Hitler’s greatest mistake, Lukacs argues, was coming to believe that time was against him, that he would not live long enough to fulfill all his plans. As a result he rushed into war in September 1939 with Germany unprepared for a long and drawn-out conflict. In effect, for the second time in a generation, the Germans launched a war for the domination of Europe that would naturally have come their way had they only bided their time.
Lukacs’s fondness for Churchill, evident in many of his books, especially The Duel and Five Days in London, is also at the heart of his analysis of the key decision makers of the twentieth century. He believes Churchill was the greatest man of his age. As Lukacs notes, Churchill may not have won the Second World War but “he was the one who in 1940 did not lose it.” Churchill, Lukacs is fond of saying, understood Hitler better than Hitler understood himself. All this is connected to one of the major themes of Lukacs’s text: the key role of the individual in history. It is also one of the reasons the book is such a good read.
The best sections of the book revolve around European and American themes. Lukacs’s keen interest in American history shows up often in the text. He has his heroes. He genuinely admires Harry Truman and Theodore Roosevelt and has a high regard for Franklin Roosevelt as a wartime leader without being blinded to his strategic limitations, especially his tendency to believe that he could manipulate Stalin. He is less impressed by Woodrow Wilson, whom Lukacs blames for launching the concept of national self-determination, which has had dangerous consequences throughout the world. Lukacs, who was once labeled as a conservative but who himself prefers the designation “reactionary,” has little time for Ronald Reagan, whom he considers a man out of his depth as President.
The chapters on the Cold War and its evolution are excellent. This should not be surprising, since Lukacs wrote the first serious analysis of that conflict as early as 1960. A History of the Cold War remains one of the best short evaluations of that conflict a half century after it appeared.

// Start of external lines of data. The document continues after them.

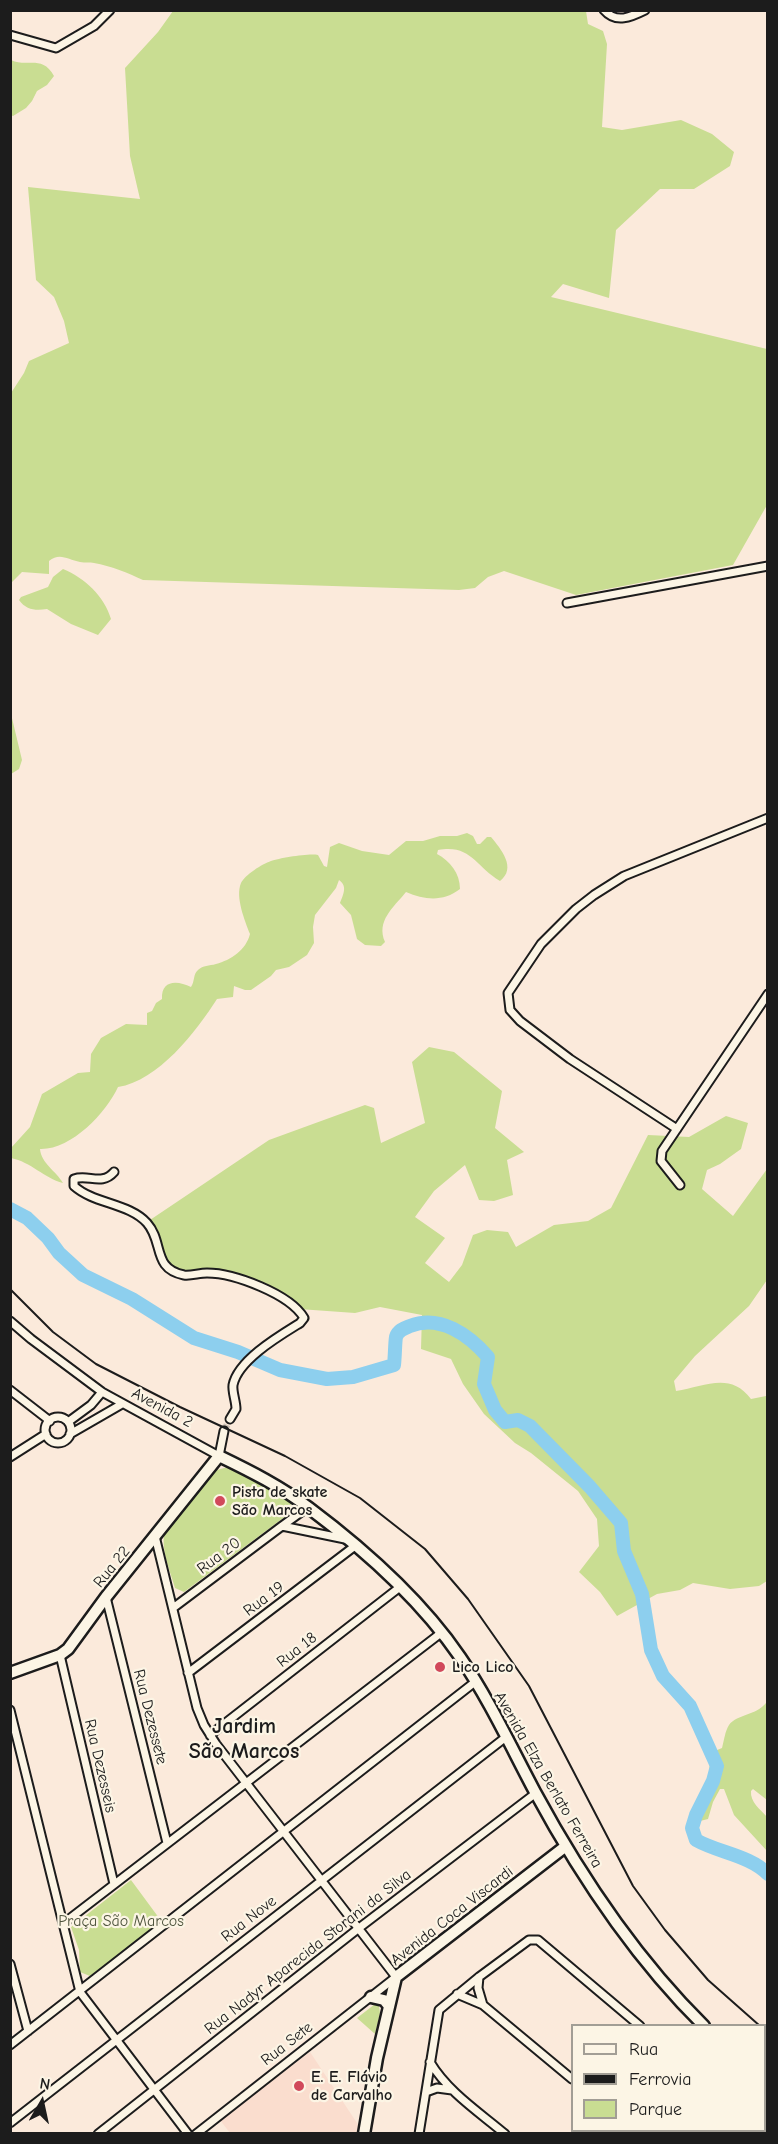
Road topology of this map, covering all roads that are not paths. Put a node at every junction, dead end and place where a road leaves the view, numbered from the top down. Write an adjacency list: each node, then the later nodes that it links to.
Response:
1 (110, 10): 4 (street)
2 (604, 10): 3 (street)
3 (645, 10)
4 (10, 35)
5 (768, 566): 6 (street)
6 (567, 603)
7 (768, 818): 9 (street)
8 (768, 994): 9 (street)
9 (677, 1129): 11 (street)
10 (114, 1172): 16 (street)
11 (680, 1185)
12 (10, 1322): 14 (street, Avenida 2)
13 (10, 1390): 17 (street)
14 (102, 1392): 15 (street, Avenida 2); 18 (street)
15 (122, 1404): 21 (street); 22 (street, Avenida 2)
16 (230, 1419)
17 (50, 1421): 18 (street); 20 (street)
18 (68, 1422): 21 (street)
19 (224, 1431): 22 (street)
20 (46, 1434): 21 (street); 23 (street)
21 (70, 1434)
22 (219, 1456): 24 (street, Avenida 2); 26 (street, Rua 22)
23 (10, 1457)
24 (308, 1507): 25 (street, Rua 20); 27 (street, Avenida Elza Berlato Ferreira)
25 (282, 1526): 27 (street); 30 (street, Rua 20)
26 (155, 1536): 29 (street, Rua 22); 30 (street)
27 (351, 1543): 28 (street, Avenida Elza Berlato Ferreira); 34 (street, Rua 19)
28 (400, 1587): 31 (street, Avenida Elza Berlato Ferreira); 37 (street, Rua 18)
29 (106, 1597): 32 (street, Rua 22); 44 (street, Rua Dezessete)
30 (173, 1608): 34 (street)
31 (441, 1633): 35 (street, Avenida Elza Berlato Ferreira); 41 (street)
32 (60, 1655): 33 (street, Rua 22); 47 (street, Rua Dezesseis)
33 (10, 1673)
34 (188, 1673): 37 (street)
35 (475, 1682): 38 (street, Avenida Elza Berlato Ferreira); 43 (street)
36 (10, 1710): 39 (street)
37 (210, 1735): 41 (street)
38 (506, 1737): 42 (street, Avenida Elza Berlato Ferreira); 46 (street, Rua Nove)
39 (17, 1742): 40 (street); 48 (street)
40 (10, 1748)
41 (246, 1783): 43 (street); 44 (street)
42 (536, 1792): 45 (street, Avenida Elza Berlato Ferreira); 49 (street, Rua Nadyr Aparecida Storani da Silva)
43 (283, 1831): 46 (street); 53 (street)
44 (167, 1843): 47 (street)
45 (566, 1846): 51 (street, Avenida Coca Viscardi); 59 (street, Avenida Elza Berlato Ferreira)
46 (321, 1880): 49 (street); 61 (street, Rua Nove)
47 (114, 1884): 48 (street)
48 (64, 1923): 53 (street)
49 (359, 1928): 51 (street); 66 (street, Rua Nadyr Aparecida Storani da Silva)
50 (10, 1964): 60 (street)
51 (396, 1977): 55 (street, Rua Sete); 57 (street, Avenida Coca Viscardi)
52 (478, 1977): 54 (street); 56 (street); 58 (street)
53 (80, 1992): 60 (street); 61 (street)
54 (457, 1994): 56 (street); 63 (street)
55 (371, 1997): 57 (street); 71 (street, Rua Sete)
56 (483, 2005): 64 (street)
57 (389, 2006): 72 (street, Avenida Coca Viscardi)
58 (639, 2024)
59 (703, 2024)
60 (28, 2031): 62 (street)
61 (116, 2042): 66 (street); 68 (street, Rua Nove)
62 (10, 2045)
63 (430, 2062): 65 (street); 67 (street)
64 (571, 2077)
65 (452, 2090): 67 (street); 74 (street)
66 (154, 2091): 69 (street, Rua Nadyr Aparecida Storani da Silva); 70 (street)
67 (426, 2092): 73 (street)
68 (10, 2123)
69 (98, 2133)
70 (188, 2133)
71 (196, 2133)
72 (364, 2133)
73 (419, 2133)
74 (505, 2133)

The sections dealing with Asia and Africa do not have same vivid insights found in the European and American chapters. There are some minor mistakes. William Robertson, not Edmund Allenby, was the first Englishman to rise from private to the rank of Field Marshal; London’s population in 1920 was larger than any city in the United States; Henry Stimson was Secretary of War not Defense in 1940; the German surrender in Tunisia was May not April 1943; and surely it was Hollywood as well as New York that set the standard for women’s fashions in the 1920s.
But these are minor quibbles. Overall, Lukacs’s A Short History of the Twentieth Century is a readable guide to this most dangerous of centuries. It should appeal to the general reader as well as the scholar searching for thought-provoking insights about the major events of the twentieth century. It is, in a sense, the capstone of Lukacs’s long career as one of the most original thinkers of his age.
John P. Rossi is Professor Emeritus of History at La Salle University in Philadelphia.